* WHAT IS NEEDED:
Write down each entry again, exactly as it reads.

* EXCERPTED RECORDS:

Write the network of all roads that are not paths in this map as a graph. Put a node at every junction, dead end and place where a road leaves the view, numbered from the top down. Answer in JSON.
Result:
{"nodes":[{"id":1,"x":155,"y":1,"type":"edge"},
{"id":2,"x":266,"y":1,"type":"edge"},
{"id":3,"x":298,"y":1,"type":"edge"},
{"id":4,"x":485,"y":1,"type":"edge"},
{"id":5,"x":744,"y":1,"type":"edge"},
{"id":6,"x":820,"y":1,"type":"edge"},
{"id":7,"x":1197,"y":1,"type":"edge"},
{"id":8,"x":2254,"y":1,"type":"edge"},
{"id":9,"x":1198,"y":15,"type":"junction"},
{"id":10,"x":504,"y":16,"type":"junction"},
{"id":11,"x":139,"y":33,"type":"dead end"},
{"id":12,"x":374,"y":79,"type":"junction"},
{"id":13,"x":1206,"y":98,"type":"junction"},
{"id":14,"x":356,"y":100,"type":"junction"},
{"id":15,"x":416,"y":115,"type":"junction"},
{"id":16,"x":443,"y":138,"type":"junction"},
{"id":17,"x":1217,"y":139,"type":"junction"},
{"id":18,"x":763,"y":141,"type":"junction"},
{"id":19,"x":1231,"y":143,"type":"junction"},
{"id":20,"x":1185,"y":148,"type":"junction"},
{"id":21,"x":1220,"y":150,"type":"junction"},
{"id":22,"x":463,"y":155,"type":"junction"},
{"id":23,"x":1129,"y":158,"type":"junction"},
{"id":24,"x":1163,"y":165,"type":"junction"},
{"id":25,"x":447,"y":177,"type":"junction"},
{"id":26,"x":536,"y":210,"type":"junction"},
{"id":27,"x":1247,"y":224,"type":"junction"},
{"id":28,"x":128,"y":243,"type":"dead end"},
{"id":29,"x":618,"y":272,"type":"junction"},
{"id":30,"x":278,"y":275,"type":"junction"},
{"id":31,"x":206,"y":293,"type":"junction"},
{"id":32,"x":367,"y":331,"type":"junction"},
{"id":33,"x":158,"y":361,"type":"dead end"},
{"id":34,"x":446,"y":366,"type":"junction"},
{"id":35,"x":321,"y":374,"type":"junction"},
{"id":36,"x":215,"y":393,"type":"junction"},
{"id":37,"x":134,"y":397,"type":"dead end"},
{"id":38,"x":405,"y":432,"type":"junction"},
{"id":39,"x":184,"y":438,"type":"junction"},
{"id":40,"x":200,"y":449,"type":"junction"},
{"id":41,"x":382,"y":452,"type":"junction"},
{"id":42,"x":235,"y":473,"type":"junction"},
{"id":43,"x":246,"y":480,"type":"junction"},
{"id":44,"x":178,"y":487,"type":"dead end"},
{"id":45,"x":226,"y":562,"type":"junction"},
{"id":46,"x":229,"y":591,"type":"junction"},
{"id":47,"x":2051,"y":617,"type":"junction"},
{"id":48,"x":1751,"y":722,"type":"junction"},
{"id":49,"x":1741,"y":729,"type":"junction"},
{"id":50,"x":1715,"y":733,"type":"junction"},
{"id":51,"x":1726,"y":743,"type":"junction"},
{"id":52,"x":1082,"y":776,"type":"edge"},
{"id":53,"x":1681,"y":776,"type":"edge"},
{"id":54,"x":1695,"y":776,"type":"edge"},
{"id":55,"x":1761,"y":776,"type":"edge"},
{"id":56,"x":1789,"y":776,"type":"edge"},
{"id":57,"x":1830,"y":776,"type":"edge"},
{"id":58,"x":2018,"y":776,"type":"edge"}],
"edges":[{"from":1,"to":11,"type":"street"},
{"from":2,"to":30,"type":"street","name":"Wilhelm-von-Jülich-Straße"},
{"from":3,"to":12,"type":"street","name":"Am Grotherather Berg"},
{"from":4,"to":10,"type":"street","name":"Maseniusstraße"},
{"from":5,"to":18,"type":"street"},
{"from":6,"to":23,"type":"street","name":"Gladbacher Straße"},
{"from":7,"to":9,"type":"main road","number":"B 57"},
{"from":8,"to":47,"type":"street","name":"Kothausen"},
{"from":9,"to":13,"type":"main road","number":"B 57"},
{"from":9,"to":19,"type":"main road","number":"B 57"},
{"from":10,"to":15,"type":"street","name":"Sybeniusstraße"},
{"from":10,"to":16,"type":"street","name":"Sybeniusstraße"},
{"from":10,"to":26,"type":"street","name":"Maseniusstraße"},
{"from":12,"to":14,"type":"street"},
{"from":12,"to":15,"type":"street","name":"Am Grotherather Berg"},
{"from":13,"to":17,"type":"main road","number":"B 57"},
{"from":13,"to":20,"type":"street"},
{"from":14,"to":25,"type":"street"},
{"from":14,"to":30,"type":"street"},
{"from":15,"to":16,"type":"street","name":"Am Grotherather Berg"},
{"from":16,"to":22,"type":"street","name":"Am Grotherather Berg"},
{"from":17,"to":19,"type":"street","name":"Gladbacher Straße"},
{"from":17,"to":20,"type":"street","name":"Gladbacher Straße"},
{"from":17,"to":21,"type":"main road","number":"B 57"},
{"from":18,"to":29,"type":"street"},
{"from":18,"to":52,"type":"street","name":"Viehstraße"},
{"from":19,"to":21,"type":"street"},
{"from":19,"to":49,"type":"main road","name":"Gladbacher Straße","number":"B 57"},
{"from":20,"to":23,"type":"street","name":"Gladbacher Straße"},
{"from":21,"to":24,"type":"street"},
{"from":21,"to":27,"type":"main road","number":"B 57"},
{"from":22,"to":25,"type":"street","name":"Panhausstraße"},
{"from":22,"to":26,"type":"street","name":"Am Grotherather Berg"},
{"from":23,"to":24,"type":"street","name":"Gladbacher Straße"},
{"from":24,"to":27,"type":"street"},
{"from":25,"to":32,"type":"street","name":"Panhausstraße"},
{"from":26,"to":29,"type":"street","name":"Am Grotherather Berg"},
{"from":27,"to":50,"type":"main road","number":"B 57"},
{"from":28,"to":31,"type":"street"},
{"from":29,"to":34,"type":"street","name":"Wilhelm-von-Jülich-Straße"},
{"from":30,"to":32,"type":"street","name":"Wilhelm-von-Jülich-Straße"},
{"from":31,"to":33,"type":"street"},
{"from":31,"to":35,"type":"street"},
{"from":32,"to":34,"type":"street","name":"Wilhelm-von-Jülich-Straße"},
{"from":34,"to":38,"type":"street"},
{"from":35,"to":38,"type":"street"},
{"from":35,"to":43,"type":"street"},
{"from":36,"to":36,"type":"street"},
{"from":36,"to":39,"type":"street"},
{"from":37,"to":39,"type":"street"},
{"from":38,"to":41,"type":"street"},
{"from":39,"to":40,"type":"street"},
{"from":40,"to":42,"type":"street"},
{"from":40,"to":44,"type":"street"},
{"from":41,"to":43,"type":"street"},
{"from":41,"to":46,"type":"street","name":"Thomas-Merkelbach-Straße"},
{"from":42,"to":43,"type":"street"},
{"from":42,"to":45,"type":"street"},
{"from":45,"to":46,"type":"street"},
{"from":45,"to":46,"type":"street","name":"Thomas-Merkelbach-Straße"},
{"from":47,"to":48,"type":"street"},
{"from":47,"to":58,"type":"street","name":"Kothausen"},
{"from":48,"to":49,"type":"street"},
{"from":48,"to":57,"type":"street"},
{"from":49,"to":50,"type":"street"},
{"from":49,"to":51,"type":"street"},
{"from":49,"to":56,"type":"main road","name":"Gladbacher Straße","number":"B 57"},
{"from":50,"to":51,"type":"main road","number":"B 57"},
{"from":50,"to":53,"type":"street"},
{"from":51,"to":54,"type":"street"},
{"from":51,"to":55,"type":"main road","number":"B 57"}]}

* EXERCISE RESPONSE:
Write the network of all roads that are not paths in this map as a graph. Put a node at every junction, dead end and place where a road leaves the view, numbered from the top down. Answer in JSON.
Result:
{"nodes":[{"id":1,"x":155,"y":1,"type":"edge"},
{"id":2,"x":266,"y":1,"type":"edge"},
{"id":3,"x":298,"y":1,"type":"edge"},
{"id":4,"x":485,"y":1,"type":"edge"},
{"id":5,"x":744,"y":1,"type":"edge"},
{"id":6,"x":820,"y":1,"type":"edge"},
{"id":7,"x":1197,"y":1,"type":"edge"},
{"id":8,"x":2254,"y":1,"type":"edge"},
{"id":9,"x":1198,"y":15,"type":"junction"},
{"id":10,"x":504,"y":16,"type":"junction"},
{"id":11,"x":139,"y":33,"type":"dead end"},
{"id":12,"x":374,"y":79,"type":"junction"},
{"id":13,"x":1206,"y":98,"type":"junction"},
{"id":14,"x":356,"y":100,"type":"junction"},
{"id":15,"x":416,"y":115,"type":"junction"},
{"id":16,"x":443,"y":138,"type":"junction"},
{"id":17,"x":1217,"y":139,"type":"junction"},
{"id":18,"x":763,"y":141,"type":"junction"},
{"id":19,"x":1231,"y":143,"type":"junction"},
{"id":20,"x":1185,"y":148,"type":"junction"},
{"id":21,"x":1220,"y":150,"type":"junction"},
{"id":22,"x":463,"y":155,"type":"junction"},
{"id":23,"x":1129,"y":158,"type":"junction"},
{"id":24,"x":1163,"y":165,"type":"junction"},
{"id":25,"x":447,"y":177,"type":"junction"},
{"id":26,"x":536,"y":210,"type":"junction"},
{"id":27,"x":1247,"y":224,"type":"junction"},
{"id":28,"x":128,"y":243,"type":"dead end"},
{"id":29,"x":618,"y":272,"type":"junction"},
{"id":30,"x":278,"y":275,"type":"junction"},
{"id":31,"x":206,"y":293,"type":"junction"},
{"id":32,"x":367,"y":331,"type":"junction"},
{"id":33,"x":158,"y":361,"type":"dead end"},
{"id":34,"x":446,"y":366,"type":"junction"},
{"id":35,"x":321,"y":374,"type":"junction"},
{"id":36,"x":215,"y":393,"type":"junction"},
{"id":37,"x":134,"y":397,"type":"dead end"},
{"id":38,"x":405,"y":432,"type":"junction"},
{"id":39,"x":184,"y":438,"type":"junction"},
{"id":40,"x":200,"y":449,"type":"junction"},
{"id":41,"x":382,"y":452,"type":"junction"},
{"id":42,"x":235,"y":473,"type":"junction"},
{"id":43,"x":246,"y":480,"type":"junction"},
{"id":44,"x":178,"y":487,"type":"dead end"},
{"id":45,"x":226,"y":562,"type":"junction"},
{"id":46,"x":229,"y":591,"type":"junction"},
{"id":47,"x":2051,"y":617,"type":"junction"},
{"id":48,"x":1751,"y":722,"type":"junction"},
{"id":49,"x":1741,"y":729,"type":"junction"},
{"id":50,"x":1715,"y":733,"type":"junction"},
{"id":51,"x":1726,"y":743,"type":"junction"},
{"id":52,"x":1082,"y":776,"type":"edge"},
{"id":53,"x":1681,"y":776,"type":"edge"},
{"id":54,"x":1695,"y":776,"type":"edge"},
{"id":55,"x":1761,"y":776,"type":"edge"},
{"id":56,"x":1789,"y":776,"type":"edge"},
{"id":57,"x":1830,"y":776,"type":"edge"},
{"id":58,"x":2018,"y":776,"type":"edge"}],
"edges":[{"from":1,"to":11,"type":"street"},
{"from":2,"to":30,"type":"street","name":"Wilhelm-von-Jülich-Straße"},
{"from":3,"to":12,"type":"street","name":"Am Grotherather Berg"},
{"from":4,"to":10,"type":"street","name":"Maseniusstraße"},
{"from":5,"to":18,"type":"street"},
{"from":6,"to":23,"type":"street","name":"Gladbacher Straße"},
{"from":7,"to":9,"type":"main road","number":"B 57"},
{"from":8,"to":47,"type":"street","name":"Kothausen"},
{"from":9,"to":13,"type":"main road","number":"B 57"},
{"from":9,"to":19,"type":"main road","number":"B 57"},
{"from":10,"to":15,"type":"street","name":"Sybeniusstraße"},
{"from":10,"to":16,"type":"street","name":"Sybeniusstraße"},
{"from":10,"to":26,"type":"street","name":"Maseniusstraße"},
{"from":12,"to":14,"type":"street"},
{"from":12,"to":15,"type":"street","name":"Am Grotherather Berg"},
{"from":13,"to":17,"type":"main road","number":"B 57"},
{"from":13,"to":20,"type":"street"},
{"from":14,"to":25,"type":"street"},
{"from":14,"to":30,"type":"street"},
{"from":15,"to":16,"type":"street","name":"Am Grotherather Berg"},
{"from":16,"to":22,"type":"street","name":"Am Grotherather Berg"},
{"from":17,"to":19,"type":"street","name":"Gladbacher Straße"},
{"from":17,"to":20,"type":"street","name":"Gladbacher Straße"},
{"from":17,"to":21,"type":"main road","number":"B 57"},
{"from":18,"to":29,"type":"street"},
{"from":18,"to":52,"type":"street","name":"Viehstraße"},
{"from":19,"to":21,"type":"street"},
{"from":19,"to":49,"type":"main road","name":"Gladbacher Straße","number":"B 57"},
{"from":20,"to":23,"type":"street","name":"Gladbacher Straße"},
{"from":21,"to":24,"type":"street"},
{"from":21,"to":27,"type":"main road","number":"B 57"},
{"from":22,"to":25,"type":"street","name":"Panhausstraße"},
{"from":22,"to":26,"type":"street","name":"Am Grotherather Berg"},
{"from":23,"to":24,"type":"street","name":"Gladbacher Straße"},
{"from":24,"to":27,"type":"street"},
{"from":25,"to":32,"type":"street","name":"Panhausstraße"},
{"from":26,"to":29,"type":"street","name":"Am Grotherather Berg"},
{"from":27,"to":50,"type":"main road","number":"B 57"},
{"from":28,"to":31,"type":"street"},
{"from":29,"to":34,"type":"street","name":"Wilhelm-von-Jülich-Straße"},
{"from":30,"to":32,"type":"street","name":"Wilhelm-von-Jülich-Straße"},
{"from":31,"to":33,"type":"street"},
{"from":31,"to":35,"type":"street"},
{"from":32,"to":34,"type":"street","name":"Wilhelm-von-Jülich-Straße"},
{"from":34,"to":38,"type":"street"},
{"from":35,"to":38,"type":"street"},
{"from":35,"to":43,"type":"street"},
{"from":36,"to":36,"type":"street"},
{"from":36,"to":39,"type":"street"},
{"from":37,"to":39,"type":"street"},
{"from":38,"to":41,"type":"street"},
{"from":39,"to":40,"type":"street"},
{"from":40,"to":42,"type":"street"},
{"from":40,"to":44,"type":"street"},
{"from":41,"to":43,"type":"street"},
{"from":41,"to":46,"type":"street","name":"Thomas-Merkelbach-Straße"},
{"from":42,"to":43,"type":"street"},
{"from":42,"to":45,"type":"street"},
{"from":45,"to":46,"type":"street"},
{"from":45,"to":46,"type":"street","name":"Thomas-Merkelbach-Straße"},
{"from":47,"to":48,"type":"street"},
{"from":47,"to":58,"type":"street","name":"Kothausen"},
{"from":48,"to":49,"type":"street"},
{"from":48,"to":57,"type":"street"},
{"from":49,"to":50,"type":"street"},
{"from":49,"to":51,"type":"street"},
{"from":49,"to":56,"type":"main road","name":"Gladbacher Straße","number":"B 57"},
{"from":50,"to":51,"type":"main road","number":"B 57"},
{"from":50,"to":53,"type":"street"},
{"from":51,"to":54,"type":"street"},
{"from":51,"to":55,"type":"main road","number":"B 57"}]}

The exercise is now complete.